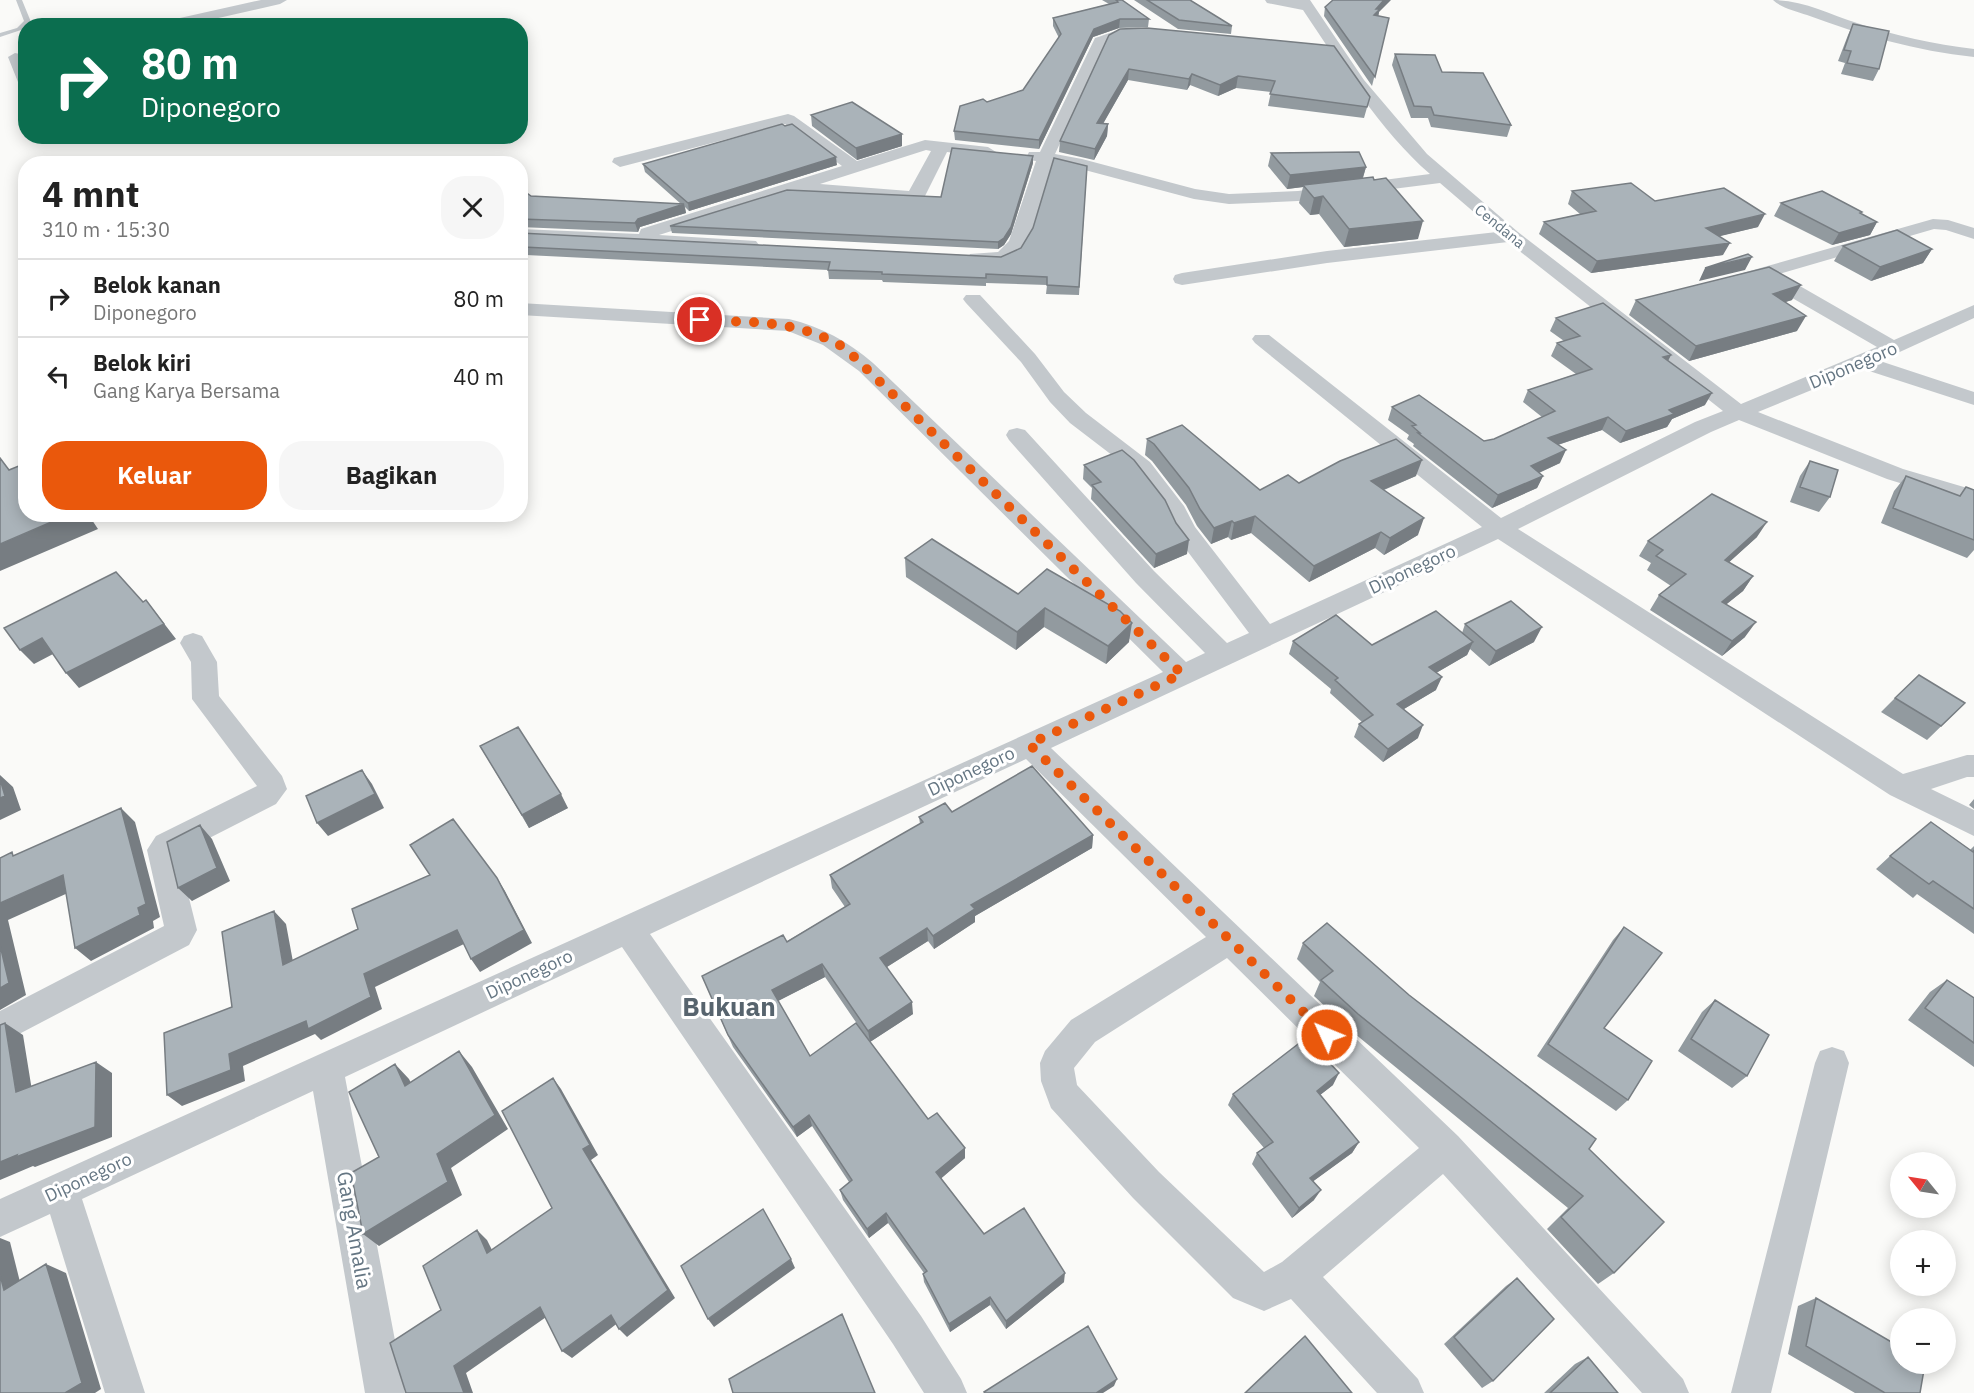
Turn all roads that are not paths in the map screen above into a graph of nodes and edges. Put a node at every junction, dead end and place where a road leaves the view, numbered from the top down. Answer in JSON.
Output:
{"nodes":[{"id":1,"x":19,"y":0,"type":"edge"},
{"id":2,"x":280,"y":0,"type":"edge"},
{"id":3,"x":1272,"y":0,"type":"edge"},
{"id":4,"x":1780,"y":0,"type":"edge"},
{"id":5,"x":1305,"y":4,"type":"edge"},
{"id":6,"x":26,"y":18,"type":"edge"},
{"id":7,"x":198,"y":18,"type":"edge"},
{"id":8,"x":18,"y":29,"type":"edge"},
{"id":9,"x":1162,"y":33,"type":"edge"},
{"id":10,"x":0,"y":35,"type":"edge"},
{"id":11,"x":1314,"y":49,"type":"edge"},
{"id":12,"x":1337,"y":51,"type":"junction"},
{"id":13,"x":1974,"y":53,"type":"edge"},
{"id":14,"x":18,"y":56,"type":"edge"},
{"id":15,"x":0,"y":61,"type":"edge"},
{"id":16,"x":941,"y":147,"type":"junction"},
{"id":17,"x":999,"y":153,"type":"edge"},
{"id":18,"x":1022,"y":155,"type":"edge"},
{"id":19,"x":1046,"y":157,"type":"junction"},
{"id":20,"x":620,"y":162,"type":"dead end"},
{"id":21,"x":854,"y":167,"type":"junction"},
{"id":22,"x":1442,"y":178,"type":"junction"},
{"id":23,"x":792,"y":187,"type":"junction"},
{"id":24,"x":528,"y":234,"type":"edge"},
{"id":25,"x":1974,"y":234,"type":"edge"},
{"id":26,"x":1512,"y":236,"type":"junction"},
{"id":27,"x":631,"y":238,"type":"junction"},
{"id":28,"x":770,"y":246,"type":"edge"},
{"id":29,"x":957,"y":256,"type":"edge"},
{"id":30,"x":1764,"y":273,"type":"junction"},
{"id":31,"x":1182,"y":279,"type":"dead end"},
{"id":32,"x":1719,"y":284,"type":"edge"},
{"id":33,"x":973,"y":299,"type":"dead end"},
{"id":34,"x":1630,"y":306,"type":"dead end"},
{"id":35,"x":528,"y":309,"type":"edge"},
{"id":36,"x":1974,"y":311,"type":"edge"},
{"id":37,"x":1608,"y":312,"type":"junction"},
{"id":38,"x":1262,"y":339,"type":"dead end"},
{"id":39,"x":1893,"y":348,"type":"junction"},
{"id":40,"x":1862,"y":362,"type":"junction"},
{"id":41,"x":1974,"y":399,"type":"edge"},
{"id":42,"x":1738,"y":412,"type":"junction"},
{"id":43,"x":1017,"y":435,"type":"dead end"},
{"id":44,"x":1974,"y":498,"type":"edge"},
{"id":45,"x":1499,"y":528,"type":"junction"},
{"id":46,"x":1264,"y":635,"type":"junction"},
{"id":47,"x":193,"y":643,"type":"dead end"},
{"id":48,"x":1223,"y":655,"type":"junction"},
{"id":49,"x":1182,"y":674,"type":"junction"},
{"id":50,"x":1029,"y":744,"type":"junction"},
{"id":51,"x":1974,"y":766,"type":"edge"},
{"id":52,"x":1900,"y":787,"type":"junction"},
{"id":53,"x":1974,"y":824,"type":"edge"},
{"id":54,"x":628,"y":929,"type":"junction"},
{"id":55,"x":1230,"y":939,"type":"junction"},
{"id":56,"x":0,"y":1028,"type":"edge"},
{"id":57,"x":1832,"y":1063,"type":"dead end"},
{"id":58,"x":326,"y":1068,"type":"junction"},
{"id":59,"x":1445,"y":1149,"type":"junction"},
{"id":60,"x":61,"y":1189,"type":"junction"},
{"id":61,"x":0,"y":1218,"type":"edge"},
{"id":62,"x":1296,"y":1276,"type":"junction"},
{"id":63,"x":125,"y":1393,"type":"edge"},
{"id":64,"x":385,"y":1393,"type":"edge"},
{"id":65,"x":947,"y":1393,"type":"edge"},
{"id":66,"x":1404,"y":1393,"type":"edge"},
{"id":67,"x":1669,"y":1393,"type":"edge"},
{"id":68,"x":1751,"y":1393,"type":"edge"}],
"edges":[{"from":1,"to":6,"type":"lane"},
{"from":2,"to":7,"type":"street"},
{"from":3,"to":5,"type":"street"},
{"from":4,"to":13,"type":"street"},
{"from":5,"to":12,"type":"street","name":"Cendana"},
{"from":8,"to":10,"type":"lane"},
{"from":9,"to":19,"type":"street"},
{"from":11,"to":12,"type":"street"},
{"from":12,"to":22,"type":"street","name":"Cendana"},
{"from":14,"to":15,"type":"street"},
{"from":16,"to":17,"type":"street"},
{"from":16,"to":21,"type":"street"},
{"from":16,"to":23,"type":"street"},
{"from":18,"to":19,"type":"street"},
{"from":19,"to":22,"type":"street"},
{"from":19,"to":29,"type":"street"},
{"from":20,"to":21,"type":"street"},
{"from":21,"to":23,"type":"street"},
{"from":22,"to":26,"type":"street","name":"Cendana"},
{"from":23,"to":27,"type":"street"},
{"from":24,"to":27,"type":"street"},
{"from":25,"to":30,"type":"street"},
{"from":26,"to":31,"type":"street"},
{"from":26,"to":37,"type":"street","name":"Cendana"},
{"from":27,"to":28,"type":"street"},
{"from":30,"to":32,"type":"street"},
{"from":30,"to":39,"type":"street"},
{"from":33,"to":46,"type":"street"},
{"from":34,"to":37,"type":"street"},
{"from":35,"to":49,"type":"street"},
{"from":36,"to":39,"type":"street","name":"Diponegoro"},
{"from":37,"to":42,"type":"street","name":"Cendana"},
{"from":38,"to":45,"type":"street"},
{"from":39,"to":40,"type":"street","name":"Diponegoro"},
{"from":40,"to":41,"type":"street"},
{"from":40,"to":42,"type":"street","name":"Diponegoro"},
{"from":42,"to":44,"type":"street","name":"Cendana"},
{"from":42,"to":45,"type":"street","name":"Diponegoro"},
{"from":43,"to":48,"type":"street"},
{"from":45,"to":46,"type":"street","name":"Diponegoro"},
{"from":45,"to":52,"type":"street"},
{"from":46,"to":48,"type":"street","name":"Diponegoro"},
{"from":47,"to":56,"type":"street"},
{"from":48,"to":49,"type":"street","name":"Diponegoro"},
{"from":49,"to":50,"type":"street","name":"Diponegoro"},
{"from":50,"to":54,"type":"street","name":"Diponegoro"},
{"from":50,"to":55,"type":"street"},
{"from":51,"to":52,"type":"street"},
{"from":52,"to":53,"type":"street"},
{"from":54,"to":58,"type":"street","name":"Diponegoro"},
{"from":54,"to":65,"type":"street"},
{"from":55,"to":59,"type":"street"},
{"from":55,"to":62,"type":"street"},
{"from":57,"to":68,"type":"street"},
{"from":58,"to":60,"type":"street","name":"Diponegoro"},
{"from":58,"to":64,"type":"street","name":"Gang Amalia"},
{"from":59,"to":62,"type":"street"},
{"from":59,"to":67,"type":"street"},
{"from":60,"to":61,"type":"street","name":"Diponegoro"},
{"from":60,"to":63,"type":"street"},
{"from":62,"to":66,"type":"street"}]}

++++++++++++++++++++

Of the lines in the listing above, count those containing the word "nodes", and state the count alone.

2